What you are asked to do: The answer should be each line from the entries below that has the word "bridge" in it.

Stored data entries
--- START ---

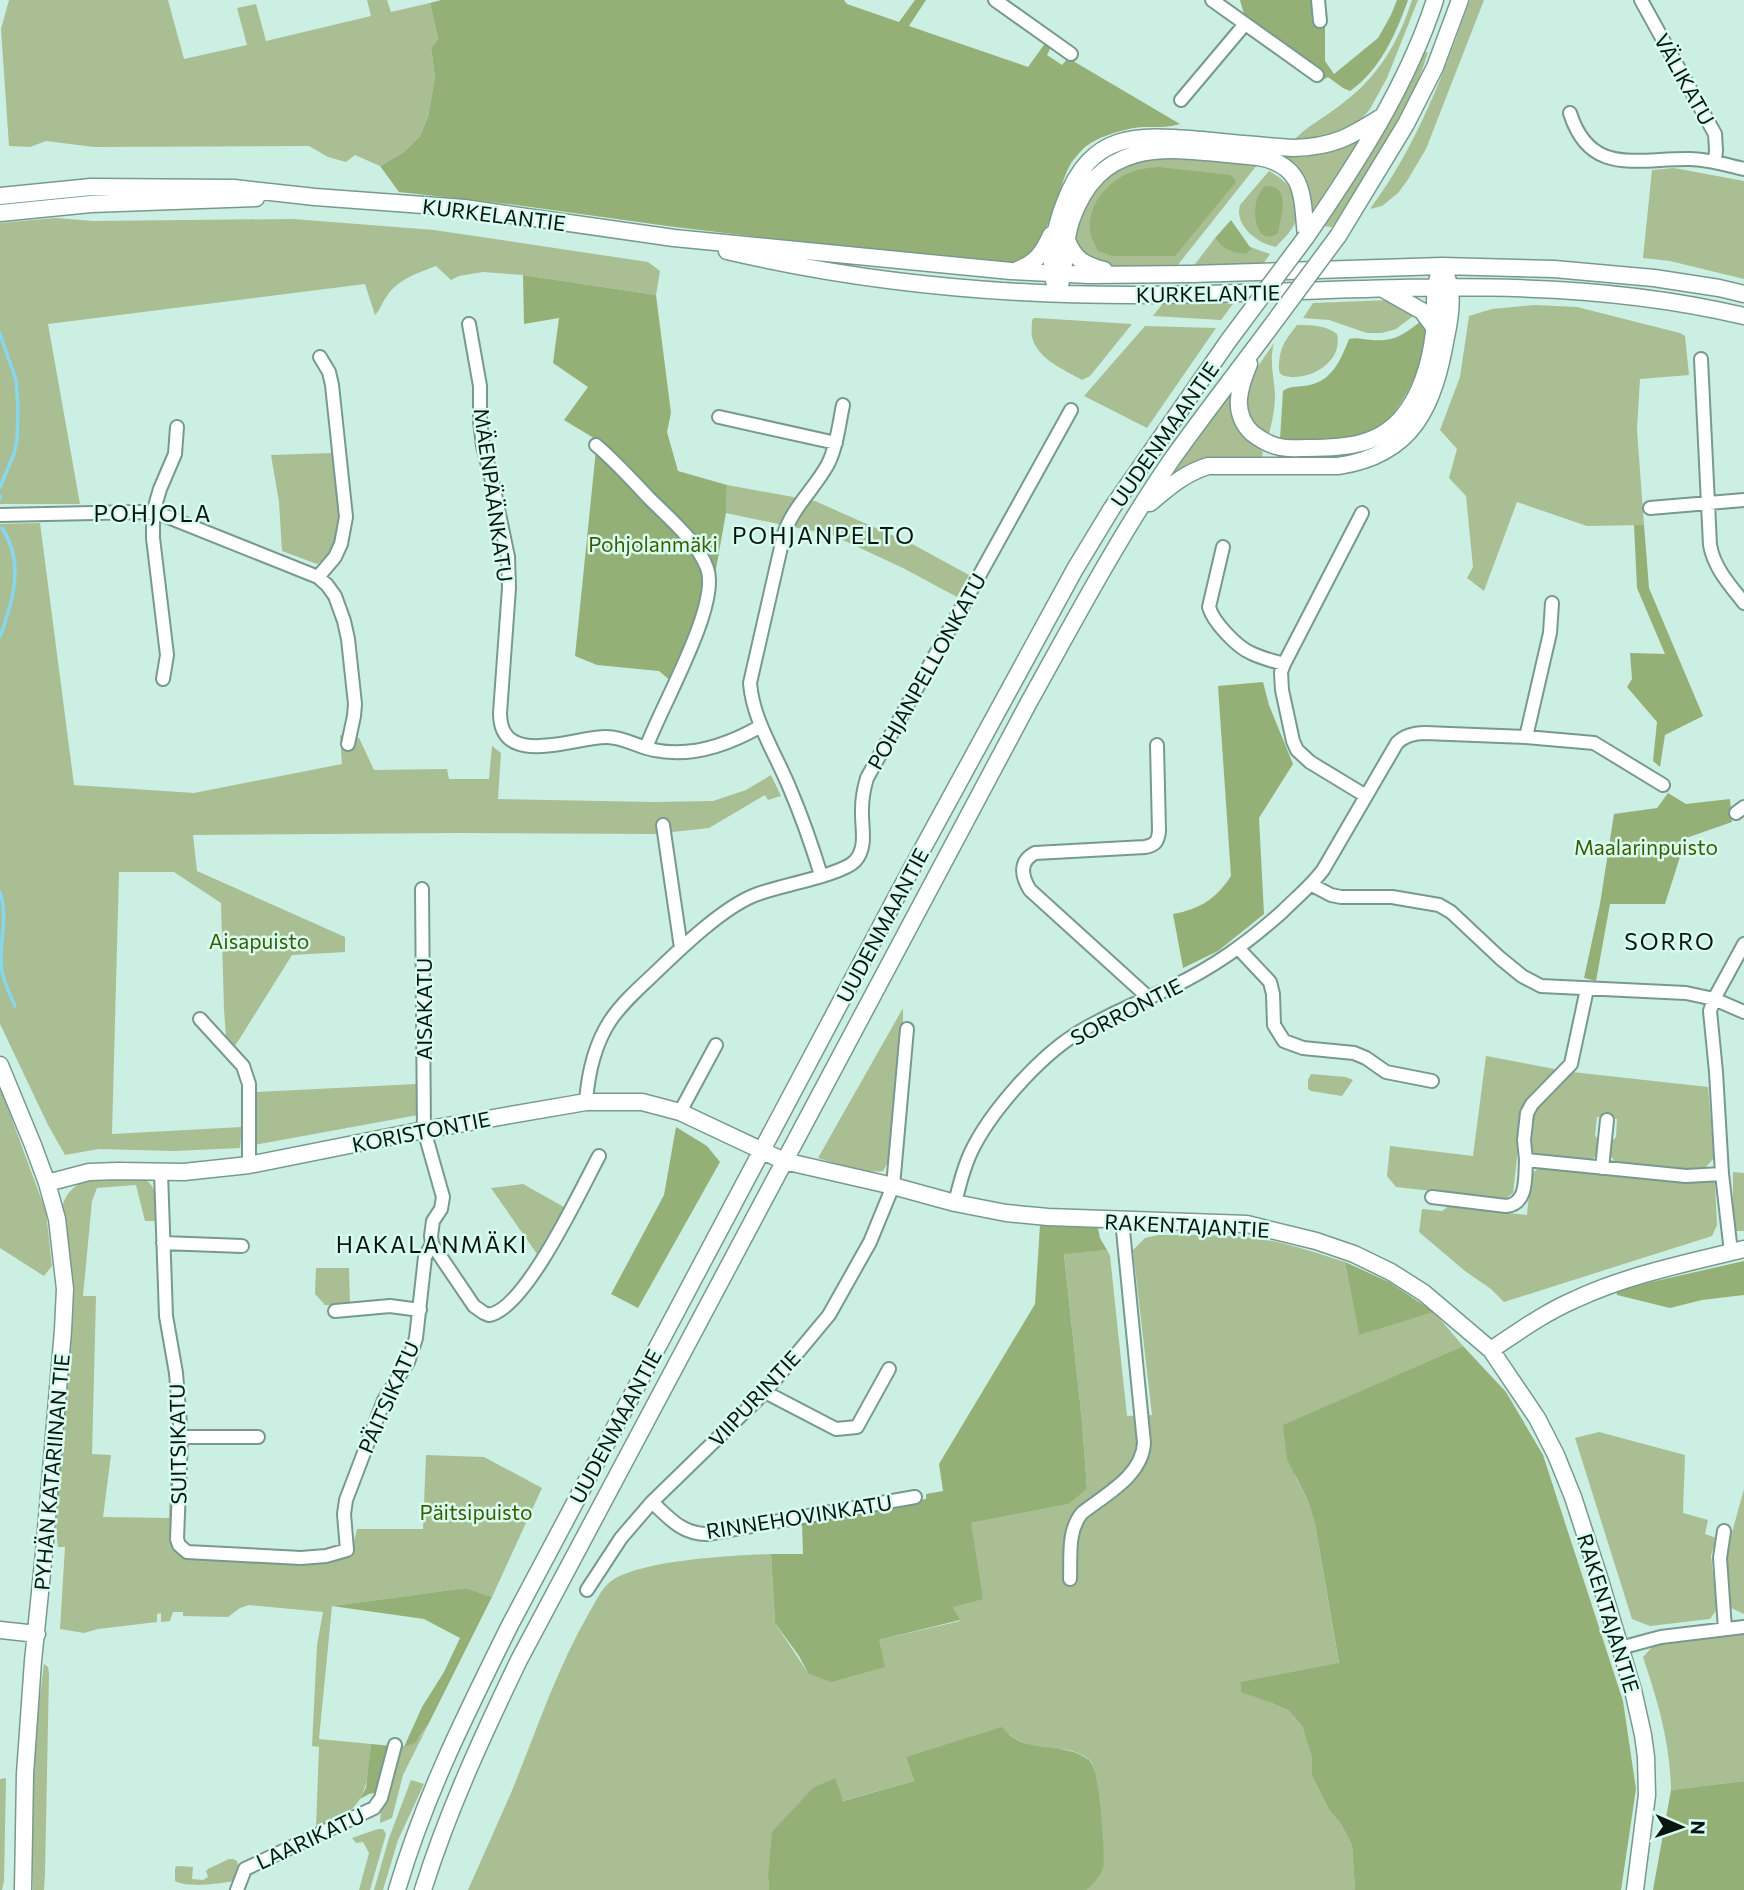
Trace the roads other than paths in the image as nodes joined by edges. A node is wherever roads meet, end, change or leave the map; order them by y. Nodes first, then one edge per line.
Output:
1 (995, 0) edge
2 (1212, 0) edge
3 (1318, 0) edge
4 (1435, 0) edge
5 (1460, 0) edge
6 (1641, 0) edge
7 (1320, 21) dead end
8 (1245, 24) junction
9 (1071, 54) dead end
10 (1317, 75) dead end
11 (1181, 100) dead end
12 (1570, 113) dead end
13 (1383, 116) junction
14 (1714, 162) junction
15 (1744, 169) edge
16 (0, 196) edge
17 (314, 197) junction
18 (0, 214) edge
19 (1059, 217) junction
20 (1306, 237) junction
21 (674, 238) junction
22 (1067, 240) junction
23 (1442, 266) junction
24 (1011, 271) junction
25 (1057, 274) junction
26 (1120, 274) junction
27 (1442, 286) junction
28 (1380, 288) junction
29 (1057, 294) junction
30 (1744, 294) edge
31 (1744, 316) edge
32 (469, 324) dead end
33 (1434, 327) junction
34 (1259, 341) junction
35 (320, 357) dead end
36 (1701, 359) dead end
37 (843, 405) dead end
38 (1071, 410) dead end
39 (719, 417) dead end
40 (177, 427) dead end
41 (836, 443) junction
42 (596, 445) dead end
43 (1744, 500) edge
44 (1707, 504) junction
45 (1650, 508) dead end
46 (153, 513) junction
47 (1362, 513) dead end
48 (0, 515) edge
49 (1135, 517) junction
50 (1223, 547) dead end
51 (318, 577) junction
52 (1744, 603) edge
53 (1552, 604) dead end
54 (1284, 664) junction
55 (163, 679) dead end
56 (761, 726) junction
57 (1526, 737) junction
58 (348, 744) dead end
59 (1157, 745) dead end
60 (646, 748) junction
61 (1663, 785) dead end
62 (1366, 796) junction
63 (663, 825) dead end
64 (821, 875) junction
65 (1311, 884) junction
66 (422, 889) dead end
67 (1744, 944) edge
68 (681, 948) junction
69 (1239, 948) junction
70 (1587, 989) junction
71 (1149, 998) junction
72 (1714, 999) junction
73 (1744, 1012) edge
74 (200, 1019) dead end
75 (907, 1029) dead end
76 (716, 1045) dead end
77 (0, 1065) edge
78 (1432, 1081) dead end
79 (586, 1102) junction
80 (680, 1112) junction
81 (1607, 1120) dead end
82 (424, 1130) junction
83 (762, 1151) junction
84 (599, 1156) dead end
85 (1526, 1160) junction
86 (785, 1161) junction
87 (250, 1165) junction
88 (1602, 1168) junction
89 (161, 1173) junction
90 (1722, 1174) junction
91 (47, 1183) junction
92 (893, 1186) junction
93 (1432, 1197) dead end
94 (955, 1203) junction
95 (1122, 1220) junction
96 (163, 1243) junction
97 (432, 1244) junction
98 (242, 1246) dead end
99 (1737, 1250) edge
100 (419, 1310) junction
101 (335, 1311) dead end
102 (1491, 1350) junction
103 (889, 1369) dead end
104 (765, 1392) junction
105 (181, 1437) junction
106 (258, 1437) dead end
107 (915, 1497) dead end
108 (652, 1502) junction
109 (1724, 1531) dead end
110 (347, 1550) joint
111 (1070, 1579) dead end
112 (587, 1590) dead end
113 (1744, 1627) edge
114 (1725, 1629) junction
115 (0, 1630) edge
116 (37, 1634) junction
117 (1620, 1648) junction
118 (395, 1745) dead end
119 (23, 1890) edge
120 (237, 1890) edge
121 (397, 1890) edge
122 (423, 1890) edge
123 (1635, 1890) edge

1 - 9 street
2 - 8 street
3 - 7 street
4 - 13 main road, UUDENMAANTIE
5 - 34 main road, UUDENMAANTIE, bridge
6 - 14 street, VÄLIKATU
8 - 10 street
8 - 11 street
12 - 14 street
13 - 19 main road
13 - 20 main road, UUDENMAANTIE
14 - 15 street
16 - 17 main road, KURKELANTIE
17 - 18 main road, KURKELANTIE
17 - 21 main road, KURKELANTIE
19 - 24 main road
19 - 25 main road
20 - 22 main road
20 - 83 main road, UUDENMAANTIE, bridge
21 - 24 main road, KURKELANTIE
21 - 29 main road, KURKELANTIE
22 - 25 main road
22 - 26 main road
23 - 26 main road, KURKELANTIE
23 - 27 main road
23 - 30 main road, KURKELANTIE
24 - 25 main road, KURKELANTIE
25 - 26 main road, KURKELANTIE
25 - 29 main road
27 - 28 main road, KURKELANTIE
27 - 31 main road, KURKELANTIE
27 - 33 main road
27 - 49 main road
28 - 29 main road, KURKELANTIE
28 - 33 main road
32 - 60 street, MÄENPÄÄNKATU
33 - 34 main road
34 - 49 main road, UUDENMAANTIE
35 - 51 street
36 - 44 street
37 - 41 street
38 - 64 street, POHJANPELLONKATU
39 - 41 street
40 - 46 street
41 - 56 street
42 - 60 street
43 - 44 street
44 - 45 street
44 - 52 street
46 - 48 street
46 - 51 street
46 - 55 street
47 - 54 street
49 - 86 main road, UUDENMAANTIE
50 - 54 street
51 - 58 street
53 - 57 street
54 - 62 street
56 - 60 street, MÄENPÄÄNKATU
56 - 64 street
57 - 61 street
57 - 62 street, SORRONTIE
59 - 71 street
62 - 65 street, SORRONTIE
63 - 68 street
64 - 68 street, POHJANPELLONKATU
65 - 69 street, SORRONTIE
65 - 70 street
66 - 82 street, AISAKATU
67 - 72 street
68 - 79 street, POHJANPELLONKATU
69 - 71 street, SORRONTIE
69 - 78 street
70 - 72 street
70 - 85 street
71 - 94 street, SORRONTIE
72 - 73 street
72 - 90 street
74 - 87 street
75 - 92 street, VIIPURINTIE
76 - 80 street
77 - 91 main road, PYHÄN KATARIINAN TIE
79 - 80 main road, KORISTONTIE
79 - 82 main road, KORISTONTIE
80 - 83 main road, KORISTONTIE
81 - 88 street
82 - 87 main road, KORISTONTIE
82 - 97 street, AISAKATU
83 - 86 main road, KORISTONTIE
83 - 121 main road, UUDENMAANTIE
84 - 97 street
85 - 88 street
85 - 93 street
86 - 92 main road, RAKENTAJANTIE
86 - 122 main road, UUDENMAANTIE
87 - 89 main road, KORISTONTIE
88 - 90 street
89 - 91 main road, KORISTONTIE
89 - 96 street, SUITSIKATU
90 - 99 street
91 - 116 main road, PYHÄN KATARIINAN TIE
92 - 94 main road, RAKENTAJANTIE
92 - 104 street, VIIPURINTIE
94 - 95 main road, RAKENTAJANTIE
95 - 102 main road, RAKENTAJANTIE
95 - 111 street
96 - 98 street
96 - 105 street, SUITSIKATU
97 - 100 street, PÄITSIKATU
99 - 102 main road
100 - 101 street
100 - 110 street, PÄITSIKATU
102 - 117 main road, RAKENTAJANTIE
103 - 104 street
104 - 108 street, VIIPURINTIE
105 - 106 street
105 - 110 street, SUITSIKATU
107 - 108 street, RINNEHOVINKATU
108 - 112 street, VIIPURINTIE
109 - 114 street
113 - 114 street
114 - 117 street
115 - 116 main road
116 - 119 main road, PYHÄN KATARIINAN TIE
117 - 123 main road, RAKENTAJANTIE
118 - 120 street, LAARIKATU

--- END ---

Answer space:
5 - 34 main road, UUDENMAANTIE, bridge
20 - 83 main road, UUDENMAANTIE, bridge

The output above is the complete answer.